Что касается общественно-политических взглядов Шопенгауэра, то ему более всего импонирует идея "безответственной власти", сконцентрированной в одном человеке – короле; власти, "стоящей над законом и правом". Так как люди остаются людьми, то один из них должен быть поставлен так высоко, ему должно обеспечить столько власти, богатства, безопасности и абсолютной неприкосновенности, чтобы ему лично для себя не оставалось уже ничего больше желать; вследствие этого присущий ему, как и всякому другому человеку, эгоизм нейтрализуется, уничтожается и он, король, оказывается способным творить справедливость и иметь в виду уже не свое личное, а только общее благо. В этом источник того как бы сверхчеловеческого характера, который везде сопутствует королевской власти и так бесконечно отличает ее от любых других форм власти.

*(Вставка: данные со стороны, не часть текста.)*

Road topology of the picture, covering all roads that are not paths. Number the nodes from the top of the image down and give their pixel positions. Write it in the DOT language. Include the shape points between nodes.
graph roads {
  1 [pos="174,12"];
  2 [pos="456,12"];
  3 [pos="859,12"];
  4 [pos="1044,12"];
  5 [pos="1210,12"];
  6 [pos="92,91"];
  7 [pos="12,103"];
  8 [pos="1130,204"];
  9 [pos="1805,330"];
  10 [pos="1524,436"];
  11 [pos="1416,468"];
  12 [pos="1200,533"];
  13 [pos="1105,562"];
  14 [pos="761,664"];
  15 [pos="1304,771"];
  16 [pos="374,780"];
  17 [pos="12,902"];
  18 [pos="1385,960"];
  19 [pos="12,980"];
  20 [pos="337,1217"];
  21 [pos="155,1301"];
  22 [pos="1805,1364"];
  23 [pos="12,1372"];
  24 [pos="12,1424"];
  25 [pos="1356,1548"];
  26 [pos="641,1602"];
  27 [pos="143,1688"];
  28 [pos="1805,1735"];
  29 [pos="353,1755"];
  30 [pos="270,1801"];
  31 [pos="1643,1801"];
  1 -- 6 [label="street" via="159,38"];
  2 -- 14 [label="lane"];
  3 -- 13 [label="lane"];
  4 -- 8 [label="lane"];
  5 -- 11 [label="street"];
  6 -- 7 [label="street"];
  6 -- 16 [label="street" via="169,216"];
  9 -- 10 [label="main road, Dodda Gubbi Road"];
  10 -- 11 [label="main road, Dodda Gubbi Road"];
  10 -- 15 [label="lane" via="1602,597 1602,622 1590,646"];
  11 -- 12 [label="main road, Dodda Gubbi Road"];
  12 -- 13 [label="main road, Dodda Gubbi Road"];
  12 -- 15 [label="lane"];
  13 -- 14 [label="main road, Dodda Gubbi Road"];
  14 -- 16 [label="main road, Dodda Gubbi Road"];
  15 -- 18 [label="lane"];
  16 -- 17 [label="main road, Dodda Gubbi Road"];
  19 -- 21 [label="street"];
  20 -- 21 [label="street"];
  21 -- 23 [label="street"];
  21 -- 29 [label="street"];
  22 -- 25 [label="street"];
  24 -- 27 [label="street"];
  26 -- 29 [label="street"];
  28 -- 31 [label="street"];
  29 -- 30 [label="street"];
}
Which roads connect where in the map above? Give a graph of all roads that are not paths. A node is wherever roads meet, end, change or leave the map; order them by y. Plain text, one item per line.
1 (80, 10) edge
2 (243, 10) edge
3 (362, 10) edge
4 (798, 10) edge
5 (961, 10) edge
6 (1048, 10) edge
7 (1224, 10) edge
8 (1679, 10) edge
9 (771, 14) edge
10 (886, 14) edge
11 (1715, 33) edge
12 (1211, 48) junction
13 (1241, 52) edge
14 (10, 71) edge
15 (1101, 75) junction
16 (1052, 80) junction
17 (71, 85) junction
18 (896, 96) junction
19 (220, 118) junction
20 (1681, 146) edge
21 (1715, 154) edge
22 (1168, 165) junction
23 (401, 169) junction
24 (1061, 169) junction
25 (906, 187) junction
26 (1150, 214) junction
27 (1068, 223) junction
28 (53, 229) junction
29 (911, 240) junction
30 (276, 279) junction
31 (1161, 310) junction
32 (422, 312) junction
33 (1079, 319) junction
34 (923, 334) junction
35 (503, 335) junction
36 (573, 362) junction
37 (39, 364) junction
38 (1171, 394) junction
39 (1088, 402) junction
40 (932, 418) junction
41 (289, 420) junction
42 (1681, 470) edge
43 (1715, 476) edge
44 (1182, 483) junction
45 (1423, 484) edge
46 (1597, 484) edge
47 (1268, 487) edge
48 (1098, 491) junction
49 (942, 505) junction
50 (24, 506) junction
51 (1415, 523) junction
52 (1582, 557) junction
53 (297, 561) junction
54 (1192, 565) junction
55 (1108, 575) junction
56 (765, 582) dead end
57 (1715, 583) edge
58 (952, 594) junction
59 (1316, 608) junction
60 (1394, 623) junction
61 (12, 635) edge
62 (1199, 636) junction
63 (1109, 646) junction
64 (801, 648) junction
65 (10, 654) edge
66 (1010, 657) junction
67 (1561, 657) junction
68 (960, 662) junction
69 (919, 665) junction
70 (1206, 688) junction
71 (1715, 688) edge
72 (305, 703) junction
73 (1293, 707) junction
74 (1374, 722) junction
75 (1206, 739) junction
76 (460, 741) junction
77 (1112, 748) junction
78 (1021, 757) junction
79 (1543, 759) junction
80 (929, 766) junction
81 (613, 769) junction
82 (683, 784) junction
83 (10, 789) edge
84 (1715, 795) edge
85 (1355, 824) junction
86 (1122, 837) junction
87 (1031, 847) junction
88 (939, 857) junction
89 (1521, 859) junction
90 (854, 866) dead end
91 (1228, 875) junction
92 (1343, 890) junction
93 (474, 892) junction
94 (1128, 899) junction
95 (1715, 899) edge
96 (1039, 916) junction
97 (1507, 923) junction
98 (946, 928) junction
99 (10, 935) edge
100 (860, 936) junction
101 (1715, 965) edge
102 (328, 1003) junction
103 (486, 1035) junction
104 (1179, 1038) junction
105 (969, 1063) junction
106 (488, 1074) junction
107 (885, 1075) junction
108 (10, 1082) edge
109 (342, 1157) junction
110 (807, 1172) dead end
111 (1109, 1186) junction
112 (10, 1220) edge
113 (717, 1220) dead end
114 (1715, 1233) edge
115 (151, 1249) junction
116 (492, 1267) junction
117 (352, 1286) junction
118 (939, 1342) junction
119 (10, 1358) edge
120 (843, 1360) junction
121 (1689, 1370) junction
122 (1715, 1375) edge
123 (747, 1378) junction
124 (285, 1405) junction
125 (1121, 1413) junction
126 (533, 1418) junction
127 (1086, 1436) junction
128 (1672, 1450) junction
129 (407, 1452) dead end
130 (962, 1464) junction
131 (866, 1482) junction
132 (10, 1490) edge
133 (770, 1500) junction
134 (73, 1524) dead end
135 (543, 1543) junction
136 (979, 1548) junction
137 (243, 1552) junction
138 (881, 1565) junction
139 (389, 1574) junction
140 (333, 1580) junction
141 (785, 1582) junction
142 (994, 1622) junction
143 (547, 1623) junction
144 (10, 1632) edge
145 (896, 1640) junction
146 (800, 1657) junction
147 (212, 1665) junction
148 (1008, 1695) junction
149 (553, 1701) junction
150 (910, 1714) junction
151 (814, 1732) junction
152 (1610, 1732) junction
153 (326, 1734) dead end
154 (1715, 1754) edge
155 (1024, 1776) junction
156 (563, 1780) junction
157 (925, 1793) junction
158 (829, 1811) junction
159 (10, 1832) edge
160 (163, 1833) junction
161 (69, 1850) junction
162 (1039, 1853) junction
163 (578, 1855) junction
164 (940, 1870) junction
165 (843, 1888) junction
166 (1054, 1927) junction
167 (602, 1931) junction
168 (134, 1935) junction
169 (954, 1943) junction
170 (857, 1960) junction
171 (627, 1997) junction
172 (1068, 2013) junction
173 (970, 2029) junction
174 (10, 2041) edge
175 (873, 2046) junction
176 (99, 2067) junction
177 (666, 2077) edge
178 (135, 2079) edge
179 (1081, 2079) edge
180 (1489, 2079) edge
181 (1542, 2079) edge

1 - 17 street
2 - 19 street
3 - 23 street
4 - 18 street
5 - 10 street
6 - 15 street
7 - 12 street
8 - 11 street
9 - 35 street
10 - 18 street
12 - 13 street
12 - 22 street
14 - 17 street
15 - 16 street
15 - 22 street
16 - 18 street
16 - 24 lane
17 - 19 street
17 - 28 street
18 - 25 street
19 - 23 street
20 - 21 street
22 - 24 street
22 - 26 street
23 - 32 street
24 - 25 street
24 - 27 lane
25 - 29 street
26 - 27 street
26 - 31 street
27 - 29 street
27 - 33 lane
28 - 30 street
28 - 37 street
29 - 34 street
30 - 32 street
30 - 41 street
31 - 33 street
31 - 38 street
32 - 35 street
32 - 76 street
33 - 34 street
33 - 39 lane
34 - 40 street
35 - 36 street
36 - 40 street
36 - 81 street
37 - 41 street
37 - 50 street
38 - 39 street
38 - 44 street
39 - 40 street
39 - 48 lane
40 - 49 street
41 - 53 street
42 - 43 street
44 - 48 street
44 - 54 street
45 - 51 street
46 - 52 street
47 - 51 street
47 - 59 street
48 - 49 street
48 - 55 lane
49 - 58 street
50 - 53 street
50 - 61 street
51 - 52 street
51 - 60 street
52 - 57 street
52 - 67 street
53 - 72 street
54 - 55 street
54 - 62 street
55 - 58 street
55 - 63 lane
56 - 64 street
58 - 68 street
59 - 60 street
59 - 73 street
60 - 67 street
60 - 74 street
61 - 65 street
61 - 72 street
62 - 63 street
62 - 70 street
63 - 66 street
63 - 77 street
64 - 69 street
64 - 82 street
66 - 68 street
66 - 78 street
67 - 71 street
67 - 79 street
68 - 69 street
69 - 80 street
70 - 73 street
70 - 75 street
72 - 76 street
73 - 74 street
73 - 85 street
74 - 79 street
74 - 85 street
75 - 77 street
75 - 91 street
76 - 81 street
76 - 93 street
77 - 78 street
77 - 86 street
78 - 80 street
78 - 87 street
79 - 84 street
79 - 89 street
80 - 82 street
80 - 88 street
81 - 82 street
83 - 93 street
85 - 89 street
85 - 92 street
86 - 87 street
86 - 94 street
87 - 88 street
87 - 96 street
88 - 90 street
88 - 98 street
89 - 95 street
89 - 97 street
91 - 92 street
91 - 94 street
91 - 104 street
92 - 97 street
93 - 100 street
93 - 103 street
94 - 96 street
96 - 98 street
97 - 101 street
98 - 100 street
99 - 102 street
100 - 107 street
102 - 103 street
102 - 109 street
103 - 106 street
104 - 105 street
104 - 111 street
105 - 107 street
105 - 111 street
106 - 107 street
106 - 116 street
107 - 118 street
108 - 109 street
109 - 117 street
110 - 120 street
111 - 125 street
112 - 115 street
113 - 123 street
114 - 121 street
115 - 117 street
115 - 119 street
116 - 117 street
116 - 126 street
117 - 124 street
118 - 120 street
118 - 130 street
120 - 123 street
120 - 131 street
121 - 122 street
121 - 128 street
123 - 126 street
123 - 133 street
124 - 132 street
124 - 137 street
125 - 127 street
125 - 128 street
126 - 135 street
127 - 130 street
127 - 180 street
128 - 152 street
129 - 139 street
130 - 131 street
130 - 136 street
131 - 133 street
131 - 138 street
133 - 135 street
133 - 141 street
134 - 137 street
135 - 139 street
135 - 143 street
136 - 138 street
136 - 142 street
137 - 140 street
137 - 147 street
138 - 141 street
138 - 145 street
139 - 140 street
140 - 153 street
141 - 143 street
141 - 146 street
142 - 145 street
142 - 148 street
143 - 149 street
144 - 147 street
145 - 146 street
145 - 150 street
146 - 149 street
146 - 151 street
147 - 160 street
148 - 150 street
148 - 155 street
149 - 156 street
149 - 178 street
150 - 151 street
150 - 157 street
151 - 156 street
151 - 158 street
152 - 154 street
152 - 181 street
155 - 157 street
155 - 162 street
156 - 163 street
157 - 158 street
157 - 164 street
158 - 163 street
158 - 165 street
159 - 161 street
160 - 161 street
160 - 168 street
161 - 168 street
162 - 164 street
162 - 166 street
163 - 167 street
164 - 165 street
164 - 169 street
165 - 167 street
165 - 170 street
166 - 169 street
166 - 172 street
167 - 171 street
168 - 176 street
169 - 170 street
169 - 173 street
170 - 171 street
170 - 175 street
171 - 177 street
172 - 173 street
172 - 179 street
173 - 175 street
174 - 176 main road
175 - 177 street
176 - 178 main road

Наряду с этим в конкретном социально-политическом плане Шопенгауэр высказал ряд весьма гуманных идей. Право собственности? Конечно, да. Но это право возникает лить через обработку вещей. Собственность – это прибыль от труда и не что иное, как воплощенный труд. Право собственности можно обосновать только трудом, потраченным на вещи; только в этом качестве оно находит себе свободное признание и приобретает моральную ценность. И еще одно очень важное суждение насчет национализма: "Самый дешевый вид гордости – гордость национальная. Ибо кто ею одержим, обнаруживает этим отсутствие в себе каких-либо индивидуальных качеств, которыми он мог бы гордиться, так как иначе ему незачем было бы хвататься за то, что у него с миллионами. У кого есть выражающиеся личные достоинства, тот, напротив, всего яснее видит недостатки своей собственной нации... Индивидуальность стоит далеко выше национальности, и но отношению к каждому данному человеку первая заслуживает в тысячу раз более внимания, чем вторая".

Рядом с Шопенгауэром выступают такие выдающиеся "пессимисты" из других стран, как английский поэт-романтик лорд Байрон (1788-1824), французский писатель и государственный деятель виконт де Шатобриан (1768– 1848), итальянский поэт-романтик Джакомо Леопарди

(1798-1837). Звучат предостерегающие слова Гете, Нибур- га (1776-1831), Стендаля (1783-1842), Альфреда де Мюссе (1810-1857), Генриха Гейне и др. Английский мыслитель, философ, художник и поэт Уильям Блейк (1757-1827) также решительно выступал против сухого рационализма. По его мнению, Бэкон, Ньютон и Локк – виновники того, что в мире господствует Уризен, механический разум, воплощающий тираническое начало: насилие и несвободы. Уризен искалечил человека, превратил его в призрак, утративший духовность. Подлинно человеческий мир – это мир воображения, свободы, красоты. Спасение, возрождение человека, по мнению Блейка, возможно только через религию.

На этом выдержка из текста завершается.